──具体的にどういった処分を下すのか。
今井:もちろん、メディアにすっぱ抜かれたり、悪質だったりするものは記者発表されるが、そうでない場合は結構エグイやりかたをする。実際にあった話だが、一般女性と不倫関係になっていた警察官は、東京東部の足立区に自宅があるにもかかわらず、季節外れの人事異動で足立区とは正反対の西部・あきる野市にある五日市警察署に異動となった。通勤時間だけで片道3時間かかる。警視庁警察官の日勤の勤務時間は午前8時半だが、実際は1時間以上前の午前7時から勤務するのが習わしになっている。事実上、通うのが無理な所轄なのだ。いったんスキャンダルを犯した警察官に“再起復活戦”はない。後日、この警察官は退職届を出したが、慰留されることもなく受理され、警察官人生に幕を下ろした。このような人事異動を内部用語で”罰俸転勤“と呼ばれている。
──それでは大島や三宅島といった島嶼部にある署に異動させられたら終わりなのか。
今井:それは全くの逆だ。実は栄転なのだ。エリートコースを歩んだ人材が、前職のハードな部門での業務を遂行した“ご褒美”だ。つまり、ゆっくりと英気を養ってほしいというメッセージが込められている。島嶼部は事件らしい事件がほとんどない。仮に殺人事件などの凶悪犯罪が起きた場合は、警視庁捜査一課の1個班が臨場して捜査にあたる。島特有の濃密な人間関係に島の署員も組み込まれているから、フラットな目線での捜査がしづらいというのがその理由だ。警察官の出世は、昇任試験合格が必須だが、勉強する時間は余るほどある。
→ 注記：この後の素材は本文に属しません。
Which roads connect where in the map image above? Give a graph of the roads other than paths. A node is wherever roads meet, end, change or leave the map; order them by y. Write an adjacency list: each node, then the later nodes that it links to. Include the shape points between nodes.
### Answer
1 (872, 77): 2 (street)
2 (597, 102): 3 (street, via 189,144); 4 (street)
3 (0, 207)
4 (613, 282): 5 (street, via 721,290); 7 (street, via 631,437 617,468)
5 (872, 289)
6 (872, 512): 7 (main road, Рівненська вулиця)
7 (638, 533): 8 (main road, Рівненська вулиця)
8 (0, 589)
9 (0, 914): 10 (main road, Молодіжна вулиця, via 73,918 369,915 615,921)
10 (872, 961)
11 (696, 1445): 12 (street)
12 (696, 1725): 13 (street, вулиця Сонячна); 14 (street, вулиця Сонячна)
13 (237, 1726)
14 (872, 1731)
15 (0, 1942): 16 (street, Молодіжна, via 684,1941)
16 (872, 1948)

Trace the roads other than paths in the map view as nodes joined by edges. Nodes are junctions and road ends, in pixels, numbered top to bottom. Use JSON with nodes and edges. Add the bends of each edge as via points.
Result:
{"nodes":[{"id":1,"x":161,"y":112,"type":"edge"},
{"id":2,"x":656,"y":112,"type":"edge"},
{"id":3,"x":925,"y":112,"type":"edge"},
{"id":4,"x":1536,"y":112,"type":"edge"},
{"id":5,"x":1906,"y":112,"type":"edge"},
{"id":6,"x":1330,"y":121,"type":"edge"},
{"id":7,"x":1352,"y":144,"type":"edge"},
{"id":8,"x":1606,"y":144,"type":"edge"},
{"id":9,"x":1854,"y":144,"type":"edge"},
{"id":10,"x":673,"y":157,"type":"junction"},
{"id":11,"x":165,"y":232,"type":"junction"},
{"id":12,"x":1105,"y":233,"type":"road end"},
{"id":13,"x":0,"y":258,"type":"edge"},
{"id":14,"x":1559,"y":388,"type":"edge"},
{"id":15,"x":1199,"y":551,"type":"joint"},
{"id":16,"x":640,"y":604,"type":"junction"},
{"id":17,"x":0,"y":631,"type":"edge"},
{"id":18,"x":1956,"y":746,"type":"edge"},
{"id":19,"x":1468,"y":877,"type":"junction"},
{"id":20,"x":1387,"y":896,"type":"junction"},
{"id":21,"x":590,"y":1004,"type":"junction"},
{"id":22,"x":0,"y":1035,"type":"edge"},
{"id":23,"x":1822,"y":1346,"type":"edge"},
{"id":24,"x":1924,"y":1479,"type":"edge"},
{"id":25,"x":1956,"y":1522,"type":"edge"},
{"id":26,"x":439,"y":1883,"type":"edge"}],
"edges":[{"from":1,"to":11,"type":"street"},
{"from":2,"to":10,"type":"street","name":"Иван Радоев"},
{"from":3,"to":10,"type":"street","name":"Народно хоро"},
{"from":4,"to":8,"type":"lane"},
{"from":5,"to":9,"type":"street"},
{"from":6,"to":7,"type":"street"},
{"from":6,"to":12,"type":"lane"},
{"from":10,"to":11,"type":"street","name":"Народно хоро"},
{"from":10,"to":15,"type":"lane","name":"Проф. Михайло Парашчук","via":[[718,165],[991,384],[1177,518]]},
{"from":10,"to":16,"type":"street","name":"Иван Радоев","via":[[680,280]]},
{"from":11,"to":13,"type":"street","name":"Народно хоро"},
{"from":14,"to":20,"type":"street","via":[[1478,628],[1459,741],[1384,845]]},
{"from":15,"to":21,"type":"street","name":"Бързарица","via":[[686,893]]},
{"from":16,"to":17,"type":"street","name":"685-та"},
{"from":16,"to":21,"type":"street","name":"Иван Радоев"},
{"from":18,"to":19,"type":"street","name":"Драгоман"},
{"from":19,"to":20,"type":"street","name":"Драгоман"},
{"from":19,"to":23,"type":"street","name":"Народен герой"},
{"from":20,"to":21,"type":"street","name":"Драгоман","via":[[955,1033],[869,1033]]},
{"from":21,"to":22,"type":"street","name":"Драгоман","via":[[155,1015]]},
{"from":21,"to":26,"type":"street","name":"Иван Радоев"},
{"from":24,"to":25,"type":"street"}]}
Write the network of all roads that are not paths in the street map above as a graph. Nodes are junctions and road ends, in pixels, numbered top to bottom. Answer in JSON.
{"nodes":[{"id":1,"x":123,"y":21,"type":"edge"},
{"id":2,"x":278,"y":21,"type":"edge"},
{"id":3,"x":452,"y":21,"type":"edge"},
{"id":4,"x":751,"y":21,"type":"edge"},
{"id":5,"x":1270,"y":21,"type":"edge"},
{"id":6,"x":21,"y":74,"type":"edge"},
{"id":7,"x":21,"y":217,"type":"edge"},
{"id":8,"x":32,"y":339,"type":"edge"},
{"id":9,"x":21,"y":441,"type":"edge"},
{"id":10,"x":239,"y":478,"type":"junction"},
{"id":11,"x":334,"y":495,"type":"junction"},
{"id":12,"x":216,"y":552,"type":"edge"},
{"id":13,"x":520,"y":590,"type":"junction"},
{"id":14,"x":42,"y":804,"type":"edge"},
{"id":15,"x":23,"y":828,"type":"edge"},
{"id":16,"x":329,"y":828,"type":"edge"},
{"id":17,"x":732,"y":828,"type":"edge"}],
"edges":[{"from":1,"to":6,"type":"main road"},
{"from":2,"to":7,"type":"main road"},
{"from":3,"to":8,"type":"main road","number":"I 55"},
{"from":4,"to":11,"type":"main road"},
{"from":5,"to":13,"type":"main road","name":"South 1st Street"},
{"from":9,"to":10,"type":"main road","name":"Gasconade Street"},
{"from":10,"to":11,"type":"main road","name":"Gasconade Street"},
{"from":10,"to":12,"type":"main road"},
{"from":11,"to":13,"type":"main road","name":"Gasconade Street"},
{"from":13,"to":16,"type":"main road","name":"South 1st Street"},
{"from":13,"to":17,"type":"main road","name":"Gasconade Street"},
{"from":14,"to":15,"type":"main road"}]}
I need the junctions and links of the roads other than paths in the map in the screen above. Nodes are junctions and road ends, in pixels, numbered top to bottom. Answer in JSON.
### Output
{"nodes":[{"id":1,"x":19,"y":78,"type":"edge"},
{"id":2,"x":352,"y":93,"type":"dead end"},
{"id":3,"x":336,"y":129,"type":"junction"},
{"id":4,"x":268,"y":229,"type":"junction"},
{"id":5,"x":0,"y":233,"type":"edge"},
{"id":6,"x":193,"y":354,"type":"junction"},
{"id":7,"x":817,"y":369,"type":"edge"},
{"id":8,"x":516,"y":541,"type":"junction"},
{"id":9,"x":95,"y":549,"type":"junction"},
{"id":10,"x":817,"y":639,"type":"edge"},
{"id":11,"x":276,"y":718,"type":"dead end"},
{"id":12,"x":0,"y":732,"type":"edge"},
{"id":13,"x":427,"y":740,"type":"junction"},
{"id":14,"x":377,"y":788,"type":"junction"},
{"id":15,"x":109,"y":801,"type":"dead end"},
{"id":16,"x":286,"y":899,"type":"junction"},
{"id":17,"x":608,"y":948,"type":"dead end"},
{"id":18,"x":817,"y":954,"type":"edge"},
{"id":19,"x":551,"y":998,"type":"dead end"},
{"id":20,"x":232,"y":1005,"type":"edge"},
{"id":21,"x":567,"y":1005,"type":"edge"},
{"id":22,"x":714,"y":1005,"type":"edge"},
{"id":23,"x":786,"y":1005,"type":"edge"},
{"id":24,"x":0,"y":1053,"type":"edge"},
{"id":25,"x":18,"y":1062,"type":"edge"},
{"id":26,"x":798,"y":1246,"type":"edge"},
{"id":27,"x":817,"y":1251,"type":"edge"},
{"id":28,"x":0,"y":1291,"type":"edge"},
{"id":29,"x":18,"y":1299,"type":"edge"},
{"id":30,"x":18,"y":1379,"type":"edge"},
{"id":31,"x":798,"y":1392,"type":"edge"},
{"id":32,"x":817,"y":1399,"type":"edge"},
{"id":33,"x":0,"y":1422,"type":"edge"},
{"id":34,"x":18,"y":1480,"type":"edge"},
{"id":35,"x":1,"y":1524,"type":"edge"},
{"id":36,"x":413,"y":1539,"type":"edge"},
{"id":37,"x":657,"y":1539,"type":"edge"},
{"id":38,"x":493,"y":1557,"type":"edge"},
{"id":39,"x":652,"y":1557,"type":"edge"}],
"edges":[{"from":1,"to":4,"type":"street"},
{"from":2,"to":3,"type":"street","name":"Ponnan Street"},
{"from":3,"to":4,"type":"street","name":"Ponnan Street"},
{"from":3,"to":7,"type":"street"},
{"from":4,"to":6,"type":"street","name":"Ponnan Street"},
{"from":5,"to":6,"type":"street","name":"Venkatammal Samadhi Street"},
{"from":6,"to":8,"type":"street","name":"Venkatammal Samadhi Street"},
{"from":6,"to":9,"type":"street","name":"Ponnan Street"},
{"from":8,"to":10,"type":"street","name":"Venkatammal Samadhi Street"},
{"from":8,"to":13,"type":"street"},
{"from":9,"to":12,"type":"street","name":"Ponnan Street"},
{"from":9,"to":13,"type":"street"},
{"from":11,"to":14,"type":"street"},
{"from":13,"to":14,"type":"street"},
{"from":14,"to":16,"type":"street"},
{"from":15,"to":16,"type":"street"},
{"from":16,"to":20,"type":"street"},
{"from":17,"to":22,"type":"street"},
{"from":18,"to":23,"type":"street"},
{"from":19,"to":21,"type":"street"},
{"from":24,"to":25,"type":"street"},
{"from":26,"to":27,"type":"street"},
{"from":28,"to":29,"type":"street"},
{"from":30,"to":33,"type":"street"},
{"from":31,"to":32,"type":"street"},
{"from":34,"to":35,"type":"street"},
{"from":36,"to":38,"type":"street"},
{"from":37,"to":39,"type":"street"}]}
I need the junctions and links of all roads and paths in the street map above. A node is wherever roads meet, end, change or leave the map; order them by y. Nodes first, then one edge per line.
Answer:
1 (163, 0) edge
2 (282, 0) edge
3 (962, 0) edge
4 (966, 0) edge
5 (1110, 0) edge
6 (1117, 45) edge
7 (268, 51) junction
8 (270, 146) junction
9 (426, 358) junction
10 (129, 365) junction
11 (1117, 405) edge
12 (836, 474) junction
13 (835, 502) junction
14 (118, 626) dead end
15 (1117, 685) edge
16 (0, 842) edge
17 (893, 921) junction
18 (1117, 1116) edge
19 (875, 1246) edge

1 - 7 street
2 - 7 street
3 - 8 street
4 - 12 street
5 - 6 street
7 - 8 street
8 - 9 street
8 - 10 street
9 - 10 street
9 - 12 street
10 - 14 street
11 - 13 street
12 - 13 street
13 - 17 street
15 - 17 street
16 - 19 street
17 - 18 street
島嶼部勤務中に試験勉強に集中して、出世コースを上がっていくというわけだ。
──所轄の警察署長になっても監察係からマークされるというのは本当か。
今井:そもそも署長候補となってからは“最低1年以上の行動確認”が人事一課監察係によって秘匿に行われる。尾行や張り込みなどで不祥事につながりやすい人物だと、その時点で失脚して、署長候補から外されるケースも多い。署長経験者の間では、この徹底した監視期間を“魔の1年”と呼んでいるくらいだ。また、晴れて署長になれたとしても、交番の外で立番(りつばん)する警察官は署長車が移動するたびに「マルX(エックス)、〇〇交差点を駅方面に直進中」などと、無線でリモコン室(警察署の無線指令室)に連絡する。マルXとは「警察署長」を表す警察内部の符牒(ふちょう)だ。
こうして毎日の動向が人事一課監察係に報告される。警察署長は地域のトップ、顔である。当然、様々な利害関係者や敵対勢力が篭絡しようと手を差し伸べてくる。実際に誘惑に負けてしまう署長もいるだけに、危機をブロックするために署長であれ、マークする。つまり、組織防衛が本来の目的なのだ。